─── ENTRIES SHOWN ───

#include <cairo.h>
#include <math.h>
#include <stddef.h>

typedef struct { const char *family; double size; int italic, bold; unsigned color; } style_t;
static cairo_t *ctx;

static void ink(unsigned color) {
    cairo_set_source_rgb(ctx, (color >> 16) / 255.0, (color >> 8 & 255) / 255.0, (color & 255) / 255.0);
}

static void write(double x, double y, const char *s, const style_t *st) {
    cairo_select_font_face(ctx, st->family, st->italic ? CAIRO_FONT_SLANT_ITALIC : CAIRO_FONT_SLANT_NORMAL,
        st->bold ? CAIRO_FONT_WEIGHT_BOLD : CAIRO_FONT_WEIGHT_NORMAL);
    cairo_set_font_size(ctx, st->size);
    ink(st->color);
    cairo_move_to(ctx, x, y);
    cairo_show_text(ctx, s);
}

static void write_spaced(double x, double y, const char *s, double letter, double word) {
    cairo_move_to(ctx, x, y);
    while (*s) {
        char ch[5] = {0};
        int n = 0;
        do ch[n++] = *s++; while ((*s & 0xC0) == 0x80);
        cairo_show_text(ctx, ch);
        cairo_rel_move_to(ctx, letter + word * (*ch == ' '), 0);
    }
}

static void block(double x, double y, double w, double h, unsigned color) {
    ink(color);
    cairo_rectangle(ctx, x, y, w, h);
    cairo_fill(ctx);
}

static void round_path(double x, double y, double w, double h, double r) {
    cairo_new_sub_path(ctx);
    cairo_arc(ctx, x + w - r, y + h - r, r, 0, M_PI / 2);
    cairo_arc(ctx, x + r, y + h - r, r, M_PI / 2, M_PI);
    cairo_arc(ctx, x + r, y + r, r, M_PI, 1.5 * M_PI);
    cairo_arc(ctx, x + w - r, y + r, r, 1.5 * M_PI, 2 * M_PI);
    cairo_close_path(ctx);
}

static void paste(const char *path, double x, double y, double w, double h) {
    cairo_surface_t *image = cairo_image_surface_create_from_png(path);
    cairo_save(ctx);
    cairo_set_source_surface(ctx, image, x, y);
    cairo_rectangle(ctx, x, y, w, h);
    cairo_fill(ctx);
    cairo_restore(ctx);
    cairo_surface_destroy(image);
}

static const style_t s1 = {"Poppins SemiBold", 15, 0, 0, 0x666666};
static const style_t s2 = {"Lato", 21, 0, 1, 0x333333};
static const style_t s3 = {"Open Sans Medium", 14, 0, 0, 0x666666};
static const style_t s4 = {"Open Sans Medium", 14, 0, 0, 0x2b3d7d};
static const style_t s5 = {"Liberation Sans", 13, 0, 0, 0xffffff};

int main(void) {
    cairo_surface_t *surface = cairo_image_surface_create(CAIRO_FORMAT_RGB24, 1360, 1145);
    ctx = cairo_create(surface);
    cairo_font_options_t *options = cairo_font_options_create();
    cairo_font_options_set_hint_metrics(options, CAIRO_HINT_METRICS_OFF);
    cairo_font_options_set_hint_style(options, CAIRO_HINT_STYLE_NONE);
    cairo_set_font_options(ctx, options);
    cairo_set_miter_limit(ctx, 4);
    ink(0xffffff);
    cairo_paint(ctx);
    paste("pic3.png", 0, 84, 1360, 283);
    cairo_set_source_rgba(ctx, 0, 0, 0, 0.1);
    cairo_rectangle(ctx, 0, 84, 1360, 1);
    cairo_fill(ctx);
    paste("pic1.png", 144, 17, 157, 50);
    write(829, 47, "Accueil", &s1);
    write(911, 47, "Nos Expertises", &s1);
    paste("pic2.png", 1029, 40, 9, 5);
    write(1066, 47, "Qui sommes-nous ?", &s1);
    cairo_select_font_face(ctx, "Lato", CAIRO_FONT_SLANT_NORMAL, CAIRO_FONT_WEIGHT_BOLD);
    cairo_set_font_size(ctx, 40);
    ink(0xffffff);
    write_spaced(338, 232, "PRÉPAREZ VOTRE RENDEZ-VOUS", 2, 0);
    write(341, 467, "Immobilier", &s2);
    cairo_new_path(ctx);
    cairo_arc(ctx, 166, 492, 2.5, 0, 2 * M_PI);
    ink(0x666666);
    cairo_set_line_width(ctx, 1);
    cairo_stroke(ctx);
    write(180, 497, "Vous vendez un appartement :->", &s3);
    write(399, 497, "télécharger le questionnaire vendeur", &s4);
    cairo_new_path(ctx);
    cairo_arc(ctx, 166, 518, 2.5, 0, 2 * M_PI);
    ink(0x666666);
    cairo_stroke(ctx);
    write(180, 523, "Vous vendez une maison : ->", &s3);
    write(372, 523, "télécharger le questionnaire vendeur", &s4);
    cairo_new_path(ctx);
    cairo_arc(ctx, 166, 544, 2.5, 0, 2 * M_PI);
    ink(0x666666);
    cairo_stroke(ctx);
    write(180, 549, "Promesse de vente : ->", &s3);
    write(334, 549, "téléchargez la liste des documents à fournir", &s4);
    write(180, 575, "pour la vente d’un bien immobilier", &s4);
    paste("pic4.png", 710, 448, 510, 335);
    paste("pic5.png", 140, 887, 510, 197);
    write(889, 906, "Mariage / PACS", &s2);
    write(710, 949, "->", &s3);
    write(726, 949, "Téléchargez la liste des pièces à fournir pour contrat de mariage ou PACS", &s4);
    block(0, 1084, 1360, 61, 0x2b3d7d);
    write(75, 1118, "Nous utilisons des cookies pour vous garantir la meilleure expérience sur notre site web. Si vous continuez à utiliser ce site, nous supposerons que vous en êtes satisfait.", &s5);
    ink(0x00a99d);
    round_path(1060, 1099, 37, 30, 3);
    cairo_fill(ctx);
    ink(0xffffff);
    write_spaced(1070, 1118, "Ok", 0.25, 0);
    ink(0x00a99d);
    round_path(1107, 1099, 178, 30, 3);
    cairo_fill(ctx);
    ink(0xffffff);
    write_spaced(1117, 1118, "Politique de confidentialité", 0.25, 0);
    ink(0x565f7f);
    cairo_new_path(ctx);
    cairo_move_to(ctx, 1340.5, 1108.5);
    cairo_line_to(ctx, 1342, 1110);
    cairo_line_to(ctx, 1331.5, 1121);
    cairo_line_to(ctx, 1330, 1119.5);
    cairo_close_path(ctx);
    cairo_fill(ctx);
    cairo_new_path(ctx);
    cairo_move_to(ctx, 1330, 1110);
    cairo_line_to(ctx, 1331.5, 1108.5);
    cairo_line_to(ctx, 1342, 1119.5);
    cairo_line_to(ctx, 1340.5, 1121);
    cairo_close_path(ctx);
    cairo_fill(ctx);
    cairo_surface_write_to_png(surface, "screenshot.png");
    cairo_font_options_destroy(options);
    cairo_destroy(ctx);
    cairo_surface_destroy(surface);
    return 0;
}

───

-- TASK GOAL --
Check each line of the records above, and copy those that hold the word "double".

-- RESPONSE TO THE EXERCISE --
typedef struct { const char *family; double size; int italic, bold; unsigned color; } style_t;
static void write(double x, double y, const char *s, const style_t *st) {
static void write_spaced(double x, double y, const char *s, double letter, double word) {
static void block(double x, double y, double w, double h, unsigned color) {
static void round_path(double x, double y, double w, double h, double r) {
static void paste(const char *path, double x, double y, double w, double h) {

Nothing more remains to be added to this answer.